→ **GOAL OF THE EXERCISE**
Copy every line below where the string "Answer" is found.
SOURCE RECORDS Start Marker
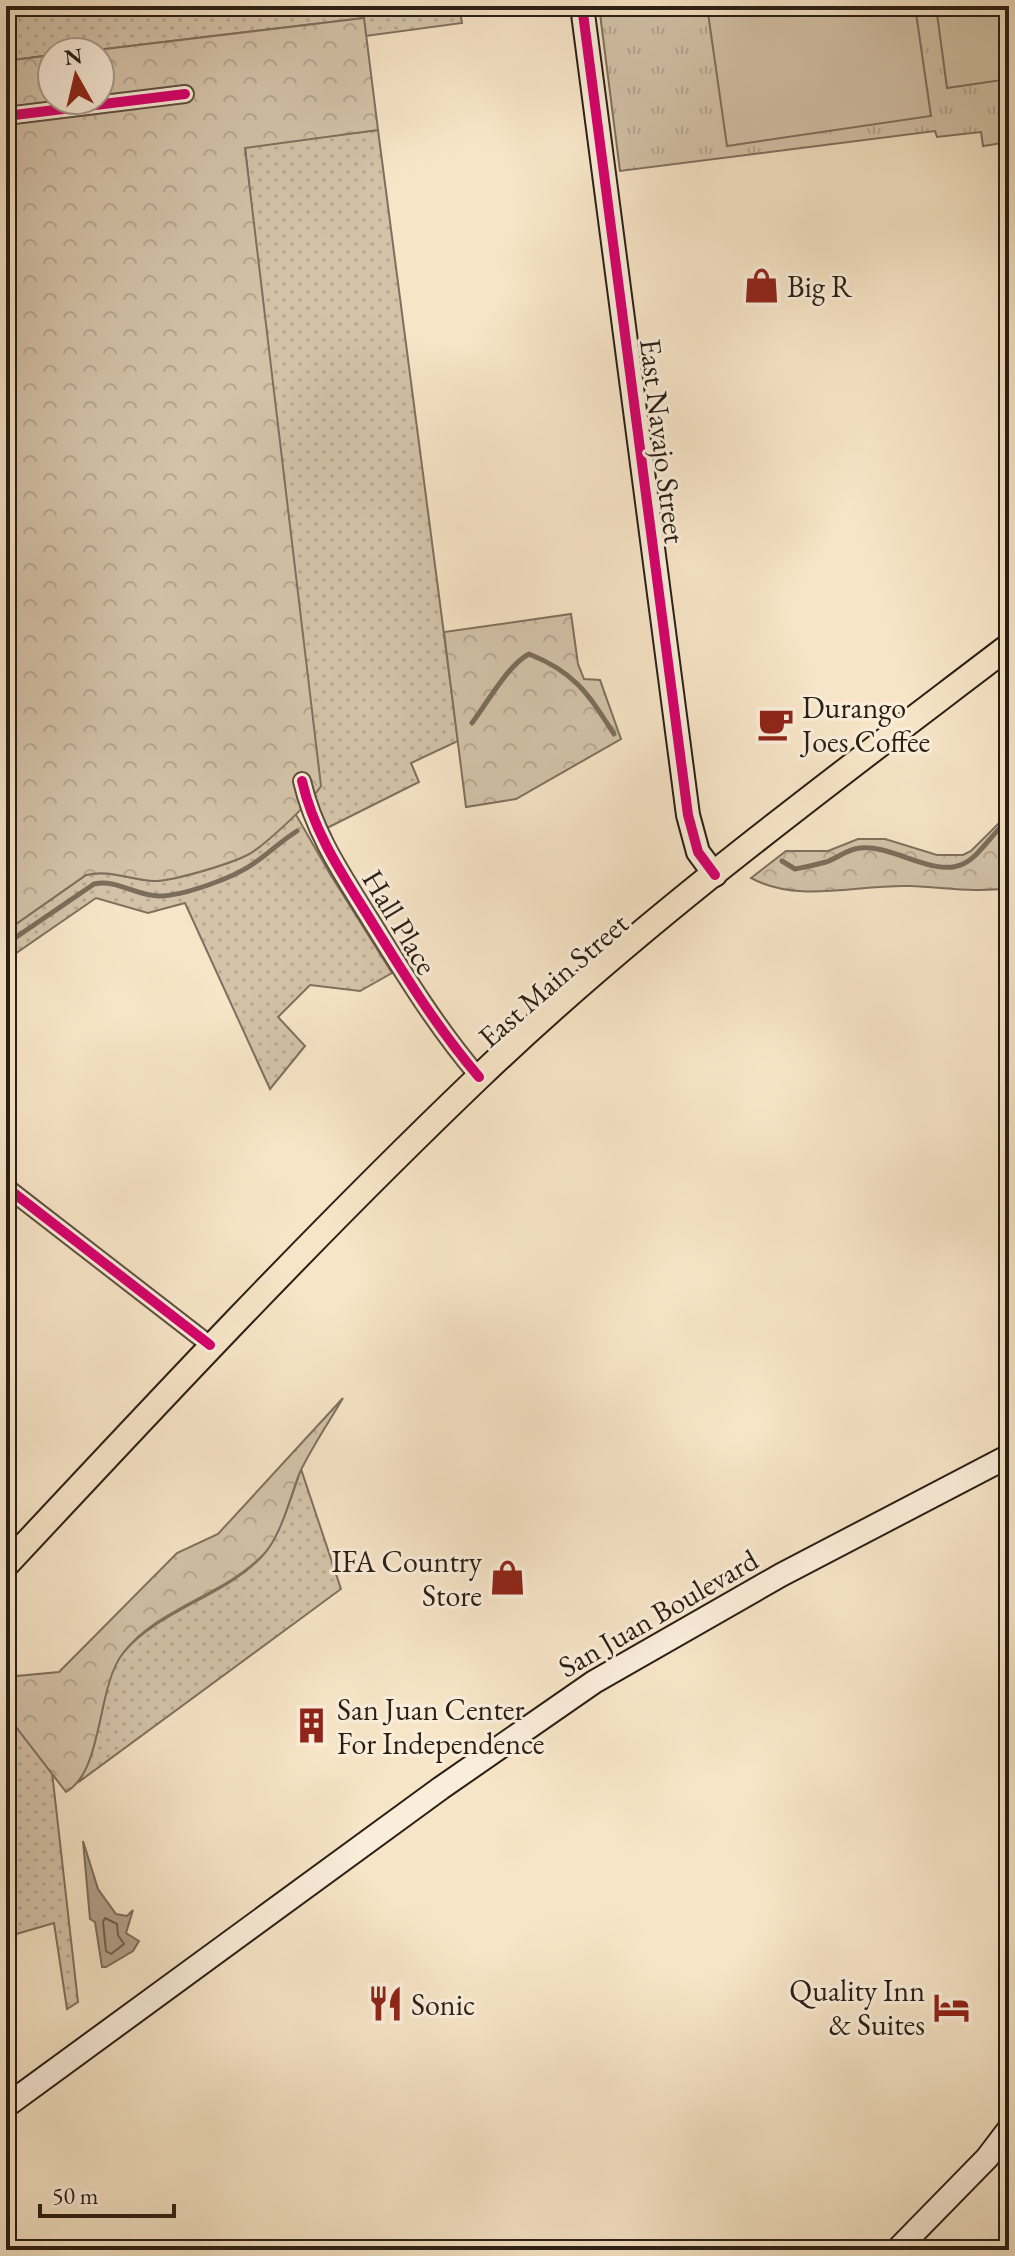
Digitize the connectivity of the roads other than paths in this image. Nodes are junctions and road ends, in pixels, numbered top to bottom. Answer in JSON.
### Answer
{"nodes":[{"id":1,"x":582,"y":6,"type":"edge"},
{"id":2,"x":185,"y":94,"type":"dead end"},
{"id":3,"x":6,"y":116,"type":"edge"},
{"id":4,"x":1008,"y":650,"type":"edge"},
{"id":5,"x":302,"y":781,"type":"dead end"},
{"id":6,"x":715,"y":875,"type":"junction"},
{"id":7,"x":479,"y":1077,"type":"junction"},
{"id":8,"x":6,"y":1187,"type":"edge"},
{"id":9,"x":210,"y":1345,"type":"junction"},
{"id":10,"x":1009,"y":1456,"type":"edge"},
{"id":11,"x":6,"y":1565,"type":"edge"},
{"id":12,"x":6,"y":2106,"type":"edge"},
{"id":13,"x":1009,"y":2129,"type":"edge"},
{"id":14,"x":897,"y":2250,"type":"edge"}],
"edges":[{"from":1,"to":6,"type":"main road","name":"East Navajo Street"},
{"from":2,"to":3,"type":"street"},
{"from":4,"to":6,"type":"main road","name":"East Main Street"},
{"from":5,"to":7,"type":"street","name":"Hall Place"},
{"from":6,"to":7,"type":"main road","name":"East Main Street"},
{"from":7,"to":9,"type":"main road","name":"East Main Street"},
{"from":8,"to":9,"type":"street"},
{"from":9,"to":11,"type":"main road","name":"East Main Street"},
{"from":10,"to":12,"type":"main road","name":"San Juan Boulevard"},
{"from":13,"to":14,"type":"main road"}]}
SOURCE RECORDS End Marker
→ **RESULT OF THIS EXERCISE**
Digitize the connectivity of the roads other than paths in this image. Nodes are junctions and road ends, in pixels, numbered top to bottom. Answer in JSON.
### Answer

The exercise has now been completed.